DATASET RECORDS —
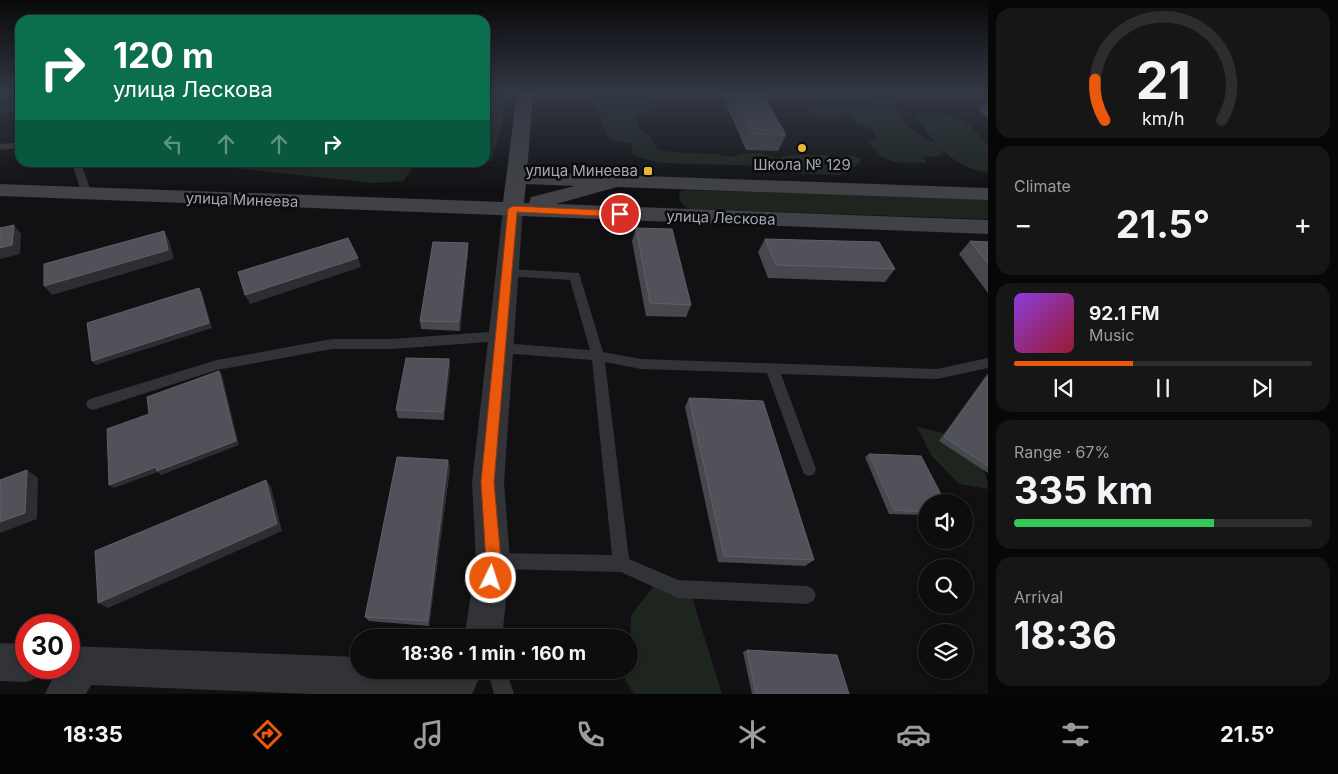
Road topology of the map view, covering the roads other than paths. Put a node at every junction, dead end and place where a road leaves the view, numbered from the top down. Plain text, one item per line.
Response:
1 (522, 125) edge
2 (15, 146) edge
3 (0, 147) edge
4 (77, 167) edge
5 (516, 178) junction
6 (616, 181) junction
7 (594, 187) junction
8 (0, 190) edge
9 (87, 194) junction
10 (988, 194) edge
11 (513, 209) junction
12 (620, 214) junction
13 (988, 227) edge
14 (508, 273) junction
15 (502, 342) junction
16 (598, 356) junction
17 (988, 363) edge
18 (772, 368) junction
19 (92, 404) dead end
20 (809, 470) dead end
21 (493, 561) junction
22 (622, 564) junction
23 (807, 595) dead end
24 (485, 629) edge
25 (0, 662) edge
26 (15, 663) edge
27 (80, 675) edge
28 (350, 679) edge
29 (381, 679) edge
30 (459, 679) edge
31 (500, 679) edge
32 (504, 694) edge

1 - 5 main road
2 - 3 lane
4 - 9 lane
5 - 6 main road
5 - 11 main road
6 - 7 main road, улица Лескова
6 - 10 main road, улица Лескова
7 - 11 main road, улица Лескова
7 - 12 main road
8 - 9 main road, улица Минеева
9 - 11 main road, улица Минеева
11 - 12 main road, улица Лескова
11 - 14 street
12 - 13 main road, улица Лескова
14 - 15 street
14 - 16 lane
15 - 16 lane
15 - 19 lane
15 - 21 street
16 - 18 lane
16 - 22 lane
17 - 18 lane
18 - 20 lane
21 - 22 lane
21 - 24 street
22 - 23 lane
25 - 26 street
27 - 28 street
29 - 30 street
31 - 32 lane

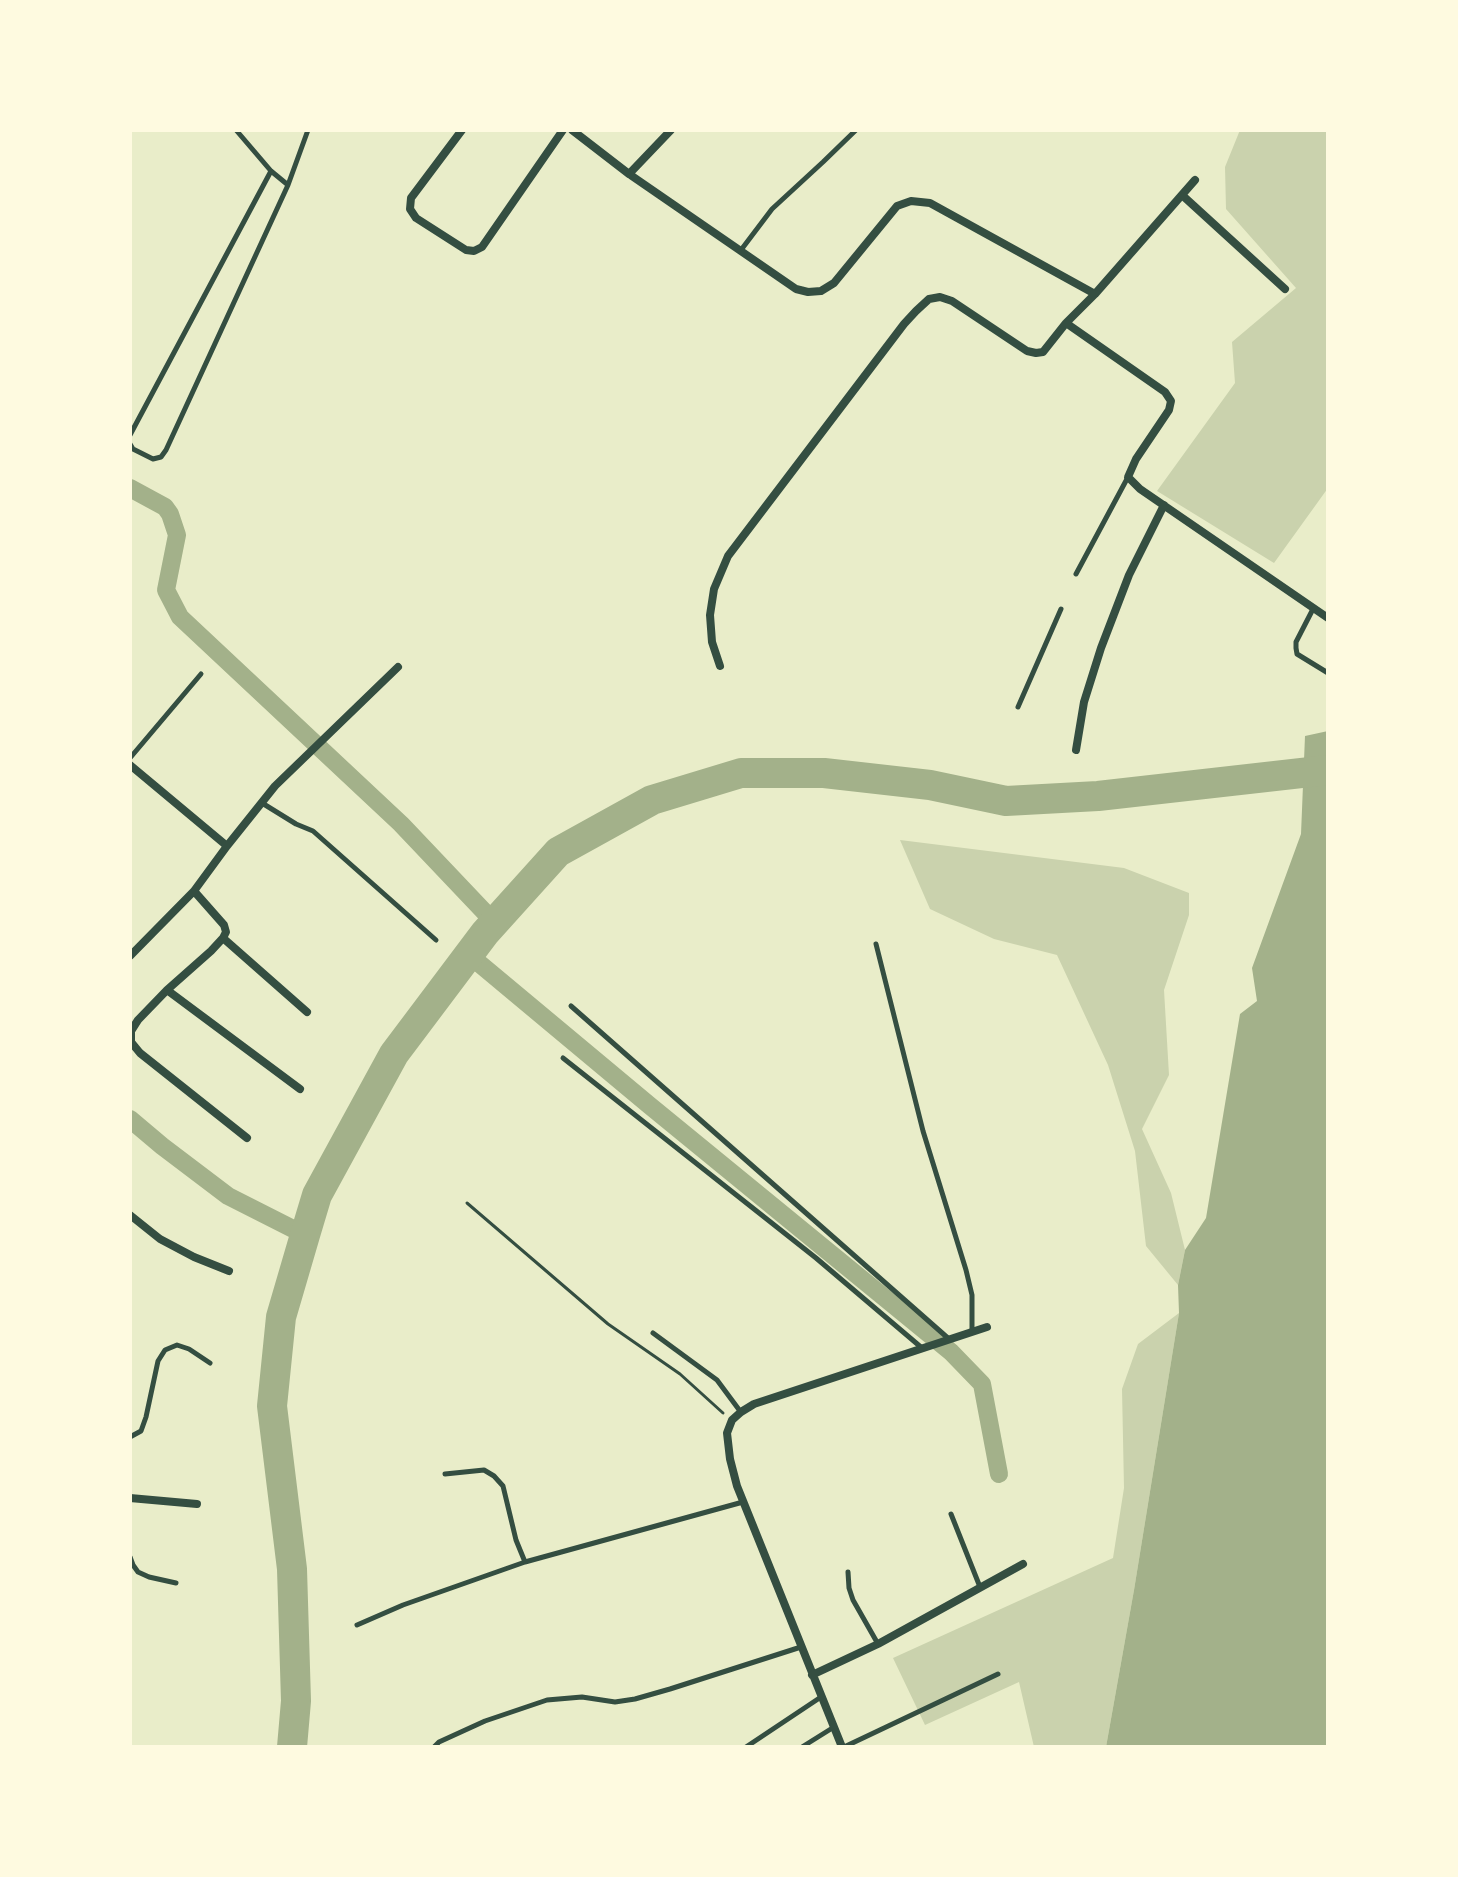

YOUR GOAL —
A single number, please: how many lines in the data above contain the string "road"?

OUTPUT OF THE EXERCISE —
12